Try it: If a line of the material holds the string "Major", please copy it.

Provided entries:
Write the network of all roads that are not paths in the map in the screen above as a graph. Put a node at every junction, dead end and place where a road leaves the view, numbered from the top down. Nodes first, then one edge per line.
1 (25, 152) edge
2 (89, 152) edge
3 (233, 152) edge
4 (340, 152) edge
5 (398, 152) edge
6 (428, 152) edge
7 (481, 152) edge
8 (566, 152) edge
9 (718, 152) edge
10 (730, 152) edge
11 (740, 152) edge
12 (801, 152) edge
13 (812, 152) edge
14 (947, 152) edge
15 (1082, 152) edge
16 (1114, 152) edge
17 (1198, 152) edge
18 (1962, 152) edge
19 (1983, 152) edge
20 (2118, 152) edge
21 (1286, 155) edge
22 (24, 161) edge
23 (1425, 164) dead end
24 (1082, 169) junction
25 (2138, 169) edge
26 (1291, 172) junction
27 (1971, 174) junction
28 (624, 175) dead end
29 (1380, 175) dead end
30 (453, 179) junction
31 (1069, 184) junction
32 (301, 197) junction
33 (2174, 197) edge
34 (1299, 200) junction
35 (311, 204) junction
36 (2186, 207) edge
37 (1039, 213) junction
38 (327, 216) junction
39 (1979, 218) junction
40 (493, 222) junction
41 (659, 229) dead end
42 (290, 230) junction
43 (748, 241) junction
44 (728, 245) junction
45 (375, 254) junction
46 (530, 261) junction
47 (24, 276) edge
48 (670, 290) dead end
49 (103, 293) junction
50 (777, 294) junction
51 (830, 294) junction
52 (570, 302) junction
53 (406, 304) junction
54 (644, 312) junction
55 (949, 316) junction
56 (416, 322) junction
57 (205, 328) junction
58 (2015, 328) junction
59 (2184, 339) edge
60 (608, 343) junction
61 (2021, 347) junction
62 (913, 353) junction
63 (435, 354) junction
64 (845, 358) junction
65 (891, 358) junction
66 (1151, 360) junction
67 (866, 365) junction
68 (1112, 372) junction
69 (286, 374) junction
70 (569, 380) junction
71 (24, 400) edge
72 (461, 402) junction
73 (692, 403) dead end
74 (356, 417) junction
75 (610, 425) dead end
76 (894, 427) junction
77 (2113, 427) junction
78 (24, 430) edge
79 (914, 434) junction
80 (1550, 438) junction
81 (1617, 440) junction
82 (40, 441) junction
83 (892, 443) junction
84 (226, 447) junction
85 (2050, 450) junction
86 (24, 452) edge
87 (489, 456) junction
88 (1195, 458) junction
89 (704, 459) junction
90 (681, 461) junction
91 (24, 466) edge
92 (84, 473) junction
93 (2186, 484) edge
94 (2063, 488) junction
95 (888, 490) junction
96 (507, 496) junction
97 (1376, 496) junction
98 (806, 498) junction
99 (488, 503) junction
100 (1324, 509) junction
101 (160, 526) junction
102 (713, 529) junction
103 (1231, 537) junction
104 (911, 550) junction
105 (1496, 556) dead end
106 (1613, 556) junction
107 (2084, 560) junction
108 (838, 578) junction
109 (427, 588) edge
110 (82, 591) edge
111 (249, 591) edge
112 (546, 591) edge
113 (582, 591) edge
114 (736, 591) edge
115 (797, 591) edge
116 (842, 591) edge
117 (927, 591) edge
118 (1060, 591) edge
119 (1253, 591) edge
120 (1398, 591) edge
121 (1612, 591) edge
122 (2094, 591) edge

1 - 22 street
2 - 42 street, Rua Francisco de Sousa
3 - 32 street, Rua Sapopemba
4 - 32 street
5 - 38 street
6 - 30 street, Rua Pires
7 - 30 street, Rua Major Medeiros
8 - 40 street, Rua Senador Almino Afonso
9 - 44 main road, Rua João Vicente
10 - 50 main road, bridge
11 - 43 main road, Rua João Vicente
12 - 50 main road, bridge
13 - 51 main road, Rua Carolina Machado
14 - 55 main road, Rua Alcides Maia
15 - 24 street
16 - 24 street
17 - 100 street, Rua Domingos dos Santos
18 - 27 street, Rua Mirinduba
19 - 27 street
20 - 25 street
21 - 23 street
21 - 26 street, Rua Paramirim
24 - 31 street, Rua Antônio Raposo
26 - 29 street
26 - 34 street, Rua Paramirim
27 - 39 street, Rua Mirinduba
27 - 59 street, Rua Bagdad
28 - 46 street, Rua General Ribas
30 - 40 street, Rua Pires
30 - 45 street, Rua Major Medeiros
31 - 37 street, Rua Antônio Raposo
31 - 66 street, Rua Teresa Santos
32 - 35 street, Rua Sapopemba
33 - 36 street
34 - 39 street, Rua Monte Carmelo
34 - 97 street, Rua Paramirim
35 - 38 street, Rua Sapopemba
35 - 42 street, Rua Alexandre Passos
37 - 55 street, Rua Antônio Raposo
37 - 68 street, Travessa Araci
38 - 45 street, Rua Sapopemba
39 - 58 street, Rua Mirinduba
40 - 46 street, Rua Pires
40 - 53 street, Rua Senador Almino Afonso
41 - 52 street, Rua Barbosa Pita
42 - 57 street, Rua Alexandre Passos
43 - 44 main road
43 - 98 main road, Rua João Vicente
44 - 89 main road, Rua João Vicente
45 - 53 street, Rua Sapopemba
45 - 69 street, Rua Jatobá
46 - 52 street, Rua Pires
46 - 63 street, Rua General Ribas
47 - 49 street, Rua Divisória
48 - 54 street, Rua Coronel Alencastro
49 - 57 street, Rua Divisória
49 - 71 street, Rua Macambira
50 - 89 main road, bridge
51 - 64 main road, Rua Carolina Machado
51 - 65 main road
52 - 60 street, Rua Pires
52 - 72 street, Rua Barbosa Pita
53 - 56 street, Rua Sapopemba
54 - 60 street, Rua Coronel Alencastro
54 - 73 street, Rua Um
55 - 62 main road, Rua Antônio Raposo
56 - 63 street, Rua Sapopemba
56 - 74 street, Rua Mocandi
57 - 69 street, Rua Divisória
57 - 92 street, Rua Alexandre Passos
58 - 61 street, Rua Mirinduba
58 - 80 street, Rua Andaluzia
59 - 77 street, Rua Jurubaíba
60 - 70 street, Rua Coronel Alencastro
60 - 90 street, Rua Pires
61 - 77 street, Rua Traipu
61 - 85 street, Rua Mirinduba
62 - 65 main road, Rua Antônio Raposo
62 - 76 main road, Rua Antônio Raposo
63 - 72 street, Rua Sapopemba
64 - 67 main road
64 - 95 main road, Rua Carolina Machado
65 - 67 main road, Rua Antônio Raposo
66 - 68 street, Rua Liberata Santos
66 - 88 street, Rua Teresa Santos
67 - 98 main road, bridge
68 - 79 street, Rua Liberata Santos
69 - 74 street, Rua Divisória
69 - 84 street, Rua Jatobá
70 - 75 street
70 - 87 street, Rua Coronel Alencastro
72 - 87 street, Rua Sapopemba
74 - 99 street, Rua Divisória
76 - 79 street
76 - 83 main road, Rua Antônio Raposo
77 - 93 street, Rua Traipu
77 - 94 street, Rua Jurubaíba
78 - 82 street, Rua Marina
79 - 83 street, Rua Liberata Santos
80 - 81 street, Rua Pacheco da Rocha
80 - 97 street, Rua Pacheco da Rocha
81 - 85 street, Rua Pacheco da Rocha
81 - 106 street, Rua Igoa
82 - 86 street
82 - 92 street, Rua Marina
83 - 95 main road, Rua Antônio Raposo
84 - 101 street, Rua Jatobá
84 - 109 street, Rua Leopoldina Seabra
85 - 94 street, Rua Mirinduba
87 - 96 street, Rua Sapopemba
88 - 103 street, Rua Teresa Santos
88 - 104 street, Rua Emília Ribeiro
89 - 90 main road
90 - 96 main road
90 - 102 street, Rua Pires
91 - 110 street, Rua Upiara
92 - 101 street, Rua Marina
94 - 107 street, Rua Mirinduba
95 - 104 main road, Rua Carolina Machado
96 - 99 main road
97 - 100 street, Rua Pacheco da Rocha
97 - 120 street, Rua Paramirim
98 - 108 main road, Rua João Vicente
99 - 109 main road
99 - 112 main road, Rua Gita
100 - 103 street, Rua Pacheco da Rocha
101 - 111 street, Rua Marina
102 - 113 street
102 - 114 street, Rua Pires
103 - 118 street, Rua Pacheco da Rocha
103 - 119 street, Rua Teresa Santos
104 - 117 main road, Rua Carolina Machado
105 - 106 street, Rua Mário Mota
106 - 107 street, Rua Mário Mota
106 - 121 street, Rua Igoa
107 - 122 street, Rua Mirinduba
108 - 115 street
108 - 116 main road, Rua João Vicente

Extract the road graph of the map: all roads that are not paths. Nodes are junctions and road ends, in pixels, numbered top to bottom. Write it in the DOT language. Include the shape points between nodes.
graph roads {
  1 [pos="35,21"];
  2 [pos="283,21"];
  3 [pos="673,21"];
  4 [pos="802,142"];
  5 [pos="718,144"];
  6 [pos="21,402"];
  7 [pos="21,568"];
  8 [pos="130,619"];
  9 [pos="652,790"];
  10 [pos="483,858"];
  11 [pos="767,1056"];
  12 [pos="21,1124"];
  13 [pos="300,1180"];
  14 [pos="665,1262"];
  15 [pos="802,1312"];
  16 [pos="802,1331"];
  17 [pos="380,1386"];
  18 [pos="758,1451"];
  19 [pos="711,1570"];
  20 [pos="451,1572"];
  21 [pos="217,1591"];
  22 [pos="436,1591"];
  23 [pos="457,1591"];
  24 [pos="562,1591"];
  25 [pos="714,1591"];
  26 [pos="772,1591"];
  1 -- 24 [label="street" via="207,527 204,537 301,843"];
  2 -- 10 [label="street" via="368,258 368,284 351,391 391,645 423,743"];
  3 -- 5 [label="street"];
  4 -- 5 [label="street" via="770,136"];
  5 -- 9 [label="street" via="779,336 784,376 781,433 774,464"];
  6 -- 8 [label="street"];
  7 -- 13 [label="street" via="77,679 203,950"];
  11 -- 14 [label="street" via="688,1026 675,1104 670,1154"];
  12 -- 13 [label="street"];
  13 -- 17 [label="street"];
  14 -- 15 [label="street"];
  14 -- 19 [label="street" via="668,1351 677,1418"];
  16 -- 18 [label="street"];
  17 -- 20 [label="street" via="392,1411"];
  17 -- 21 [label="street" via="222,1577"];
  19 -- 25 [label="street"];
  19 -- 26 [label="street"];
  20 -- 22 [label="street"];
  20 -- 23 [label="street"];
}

Exercise solution:
7 - 30 street, Rua Major Medeiros
30 - 45 street, Rua Major Medeiros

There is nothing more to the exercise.